None of the pictures should be copied, though every line of the listing must be printed exactly.

━━━ THE DATA

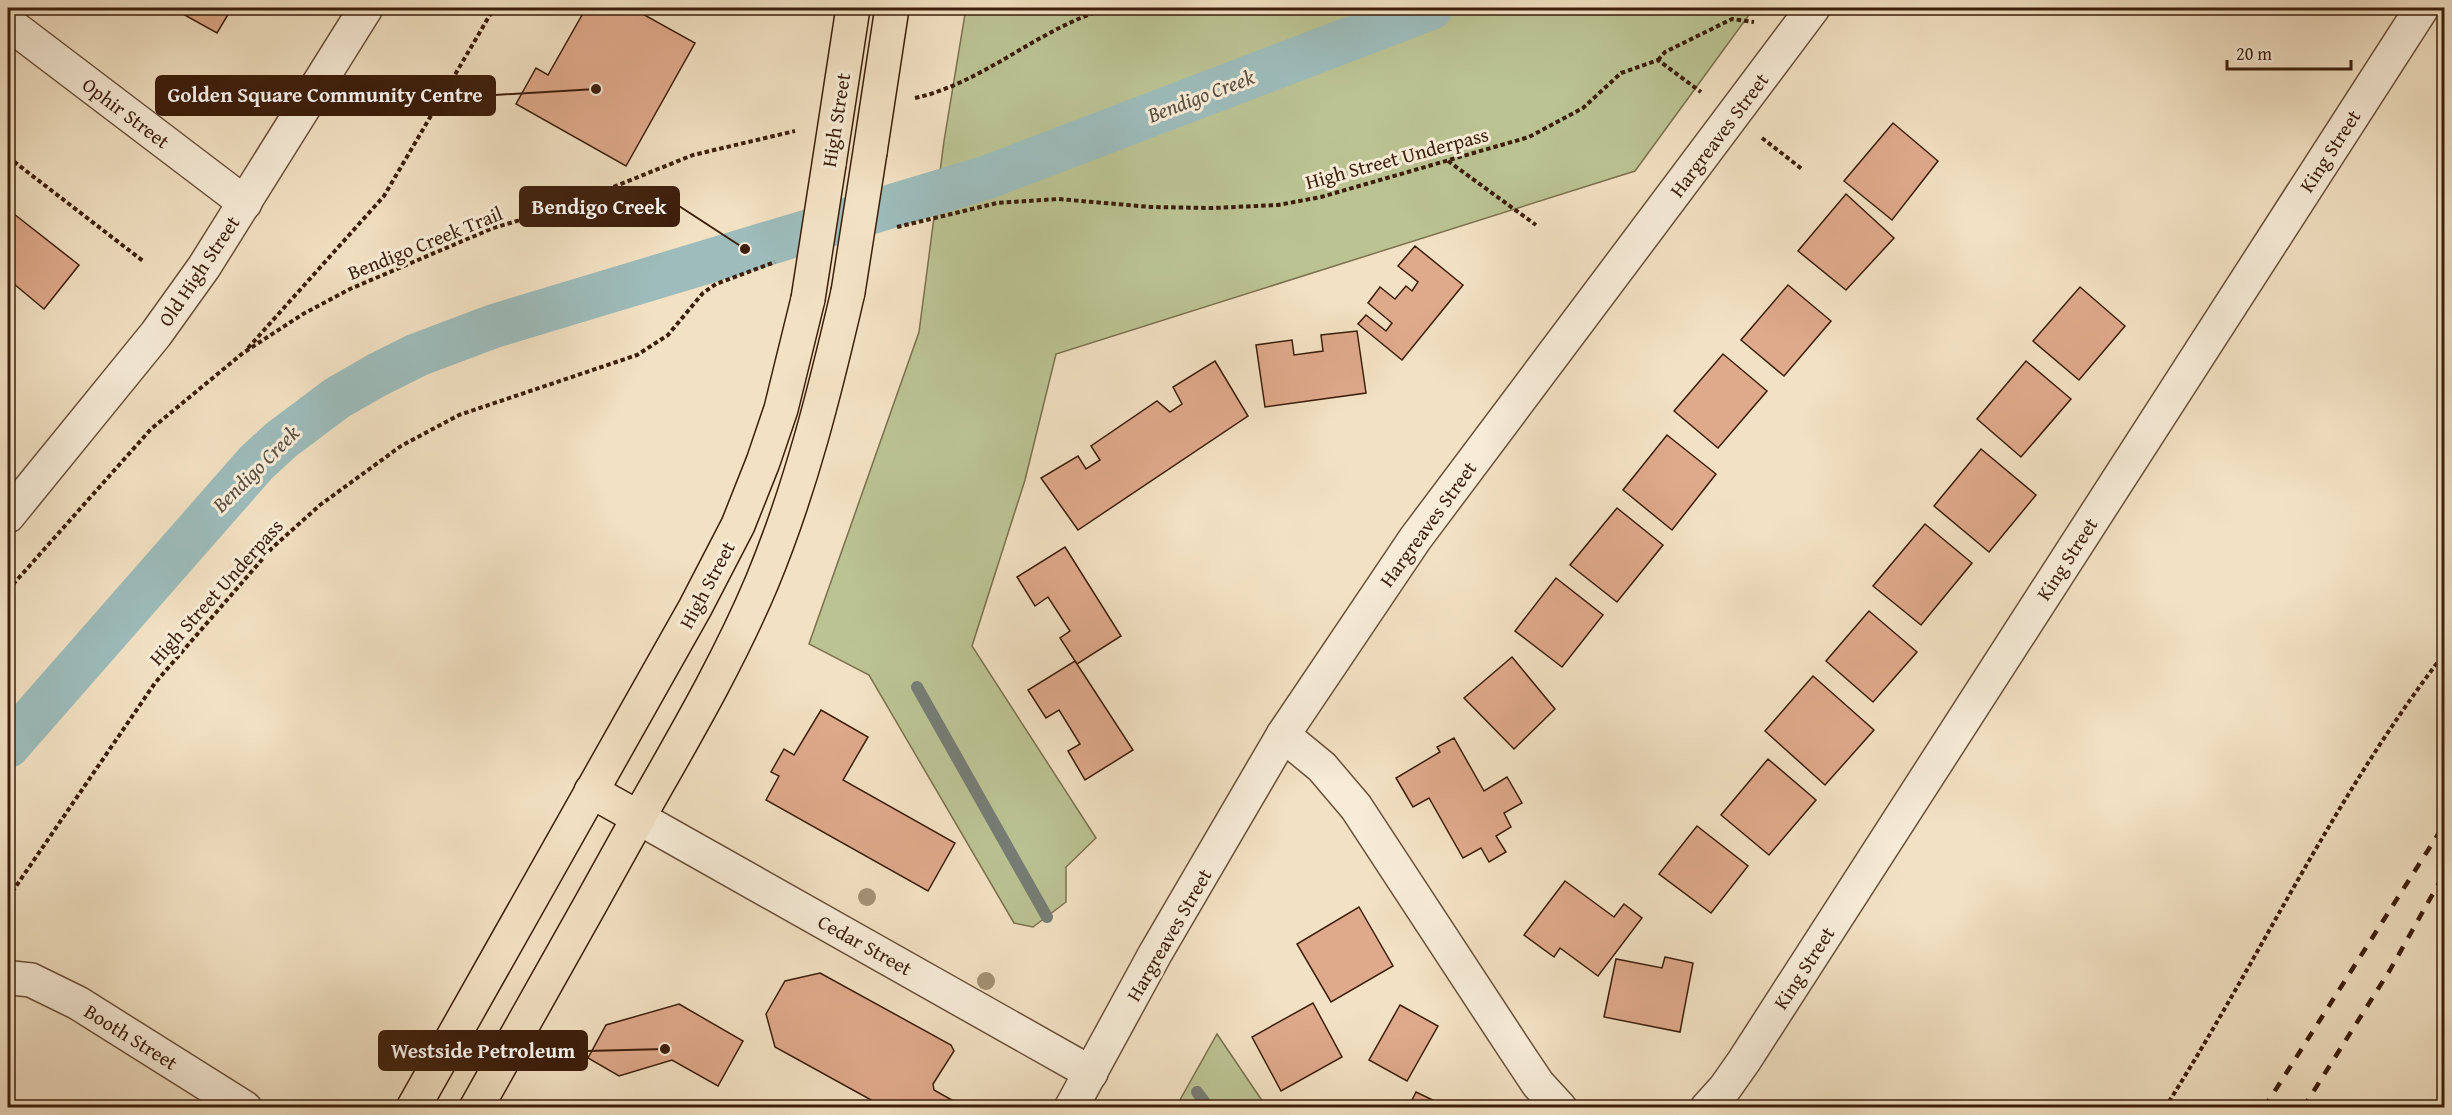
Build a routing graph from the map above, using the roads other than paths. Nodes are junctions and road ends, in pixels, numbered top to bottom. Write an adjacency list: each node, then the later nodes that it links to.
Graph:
1 (366, 8): 7 (street, Old High Street)
2 (853, 8): 10 (highway, High Street, bridge)
3 (892, 8): 11 (highway, High Street, bridge)
4 (2422, 8): 19 (street, King Street)
5 (1805, 17): 9 (street, Hargreaves Street)
6 (8, 23): 7 (street, Ophir Street)
7 (245, 203): 8 (street, Old High Street)
8 (8, 516)
9 (1283, 735): 13 (street, Hargreaves Street); 18 (street)
10 (591, 791): 11 (highway); 15 (highway, High Street)
11 (639, 818): 13 (street, Cedar Street); 16 (highway, High Street)
12 (12, 978): 14 (street, Booth Street)
13 (1091, 1073): 17 (street, Hargreaves Street)
14 (245, 1107)
15 (413, 1107)
16 (476, 1107)
17 (1071, 1107)
18 (1560, 1107)
19 (1707, 1107)

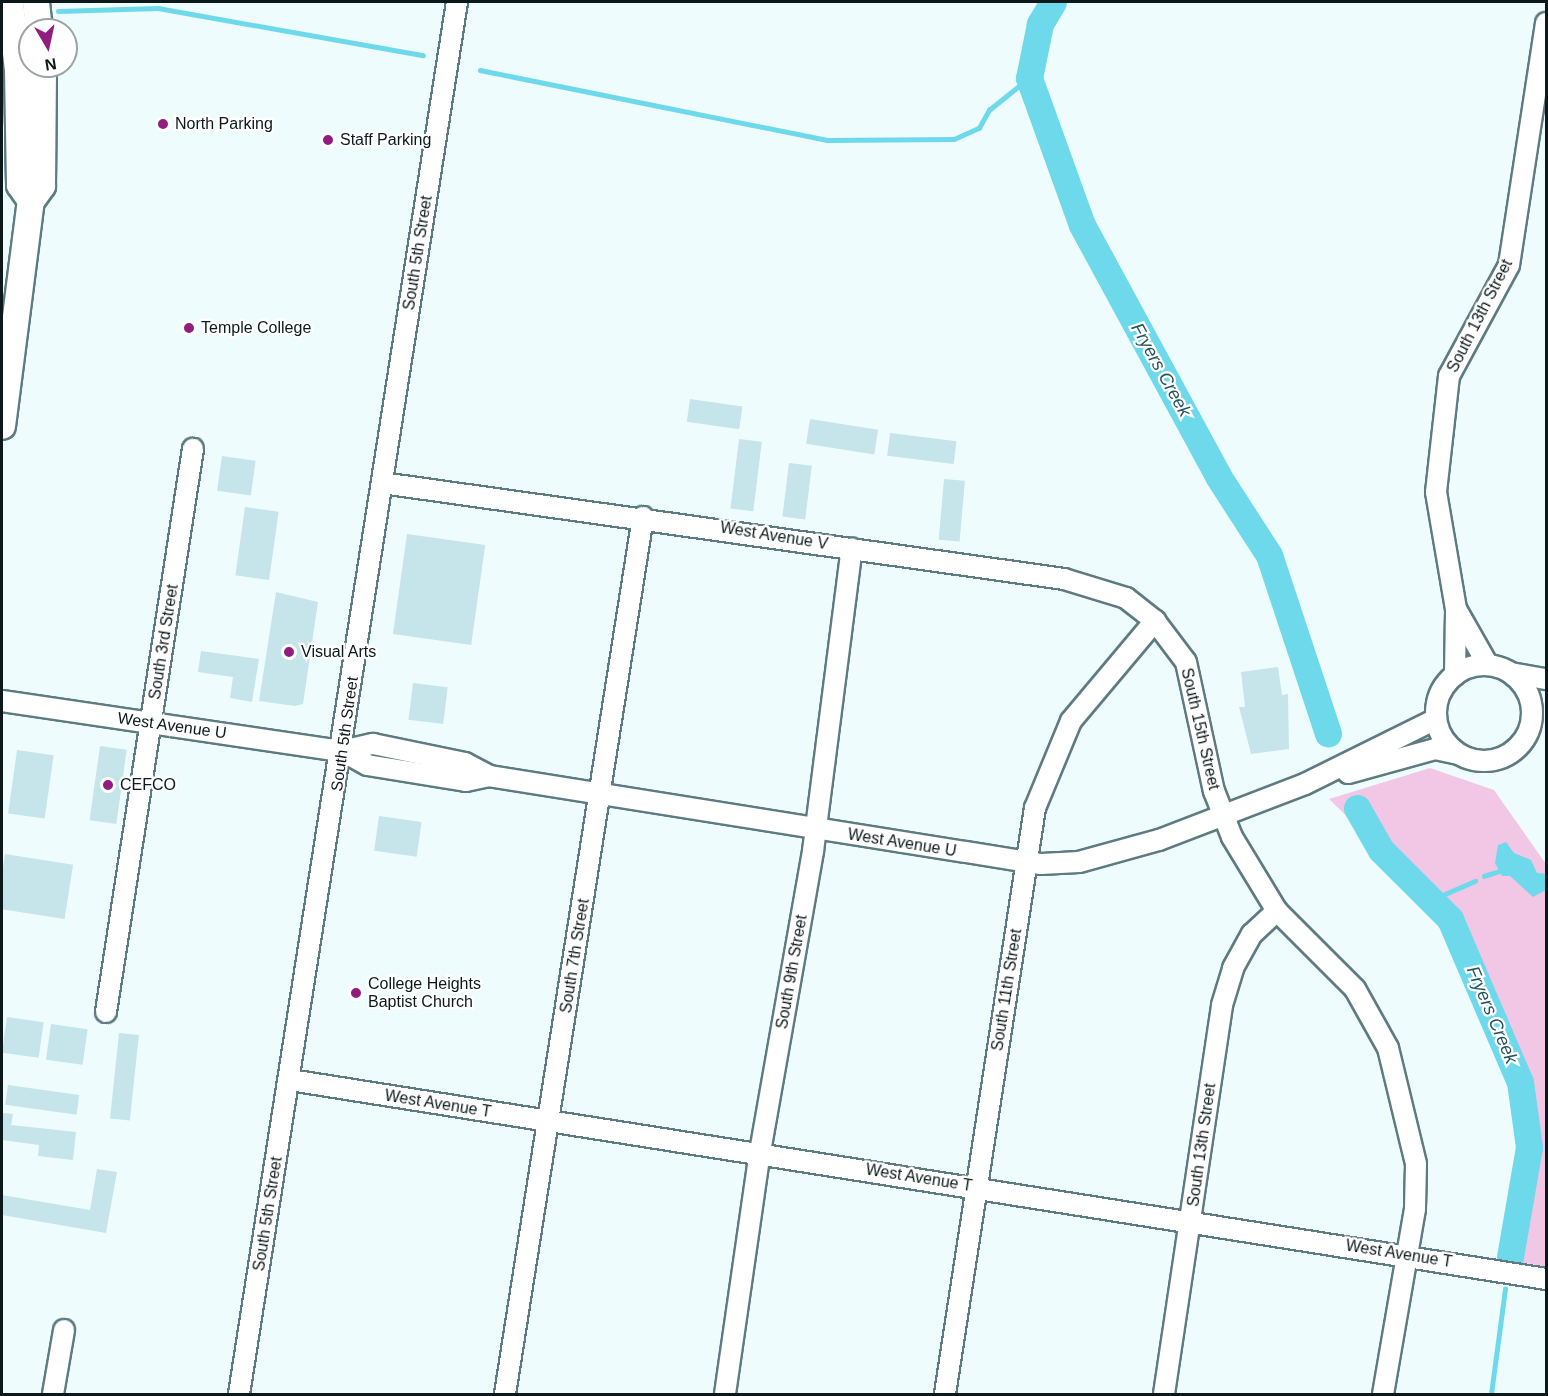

━━━━━━

TASK RESPONSE —
Build a routing graph from the map above, using the roads other than paths. Nodes are junctions and road ends, in pixels, numbered top to bottom. Write an adjacency list: each node, then the later nodes that it links to.
Graph:
1 (366, 8): 7 (street, Old High Street)
2 (853, 8): 10 (highway, High Street, bridge)
3 (892, 8): 11 (highway, High Street, bridge)
4 (2422, 8): 19 (street, King Street)
5 (1805, 17): 9 (street, Hargreaves Street)
6 (8, 23): 7 (street, Ophir Street)
7 (245, 203): 8 (street, Old High Street)
8 (8, 516)
9 (1283, 735): 13 (street, Hargreaves Street); 18 (street)
10 (591, 791): 11 (highway); 15 (highway, High Street)
11 (639, 818): 13 (street, Cedar Street); 16 (highway, High Street)
12 (12, 978): 14 (street, Booth Street)
13 (1091, 1073): 17 (street, Hargreaves Street)
14 (245, 1107)
15 (413, 1107)
16 (476, 1107)
17 (1071, 1107)
18 (1560, 1107)
19 (1707, 1107)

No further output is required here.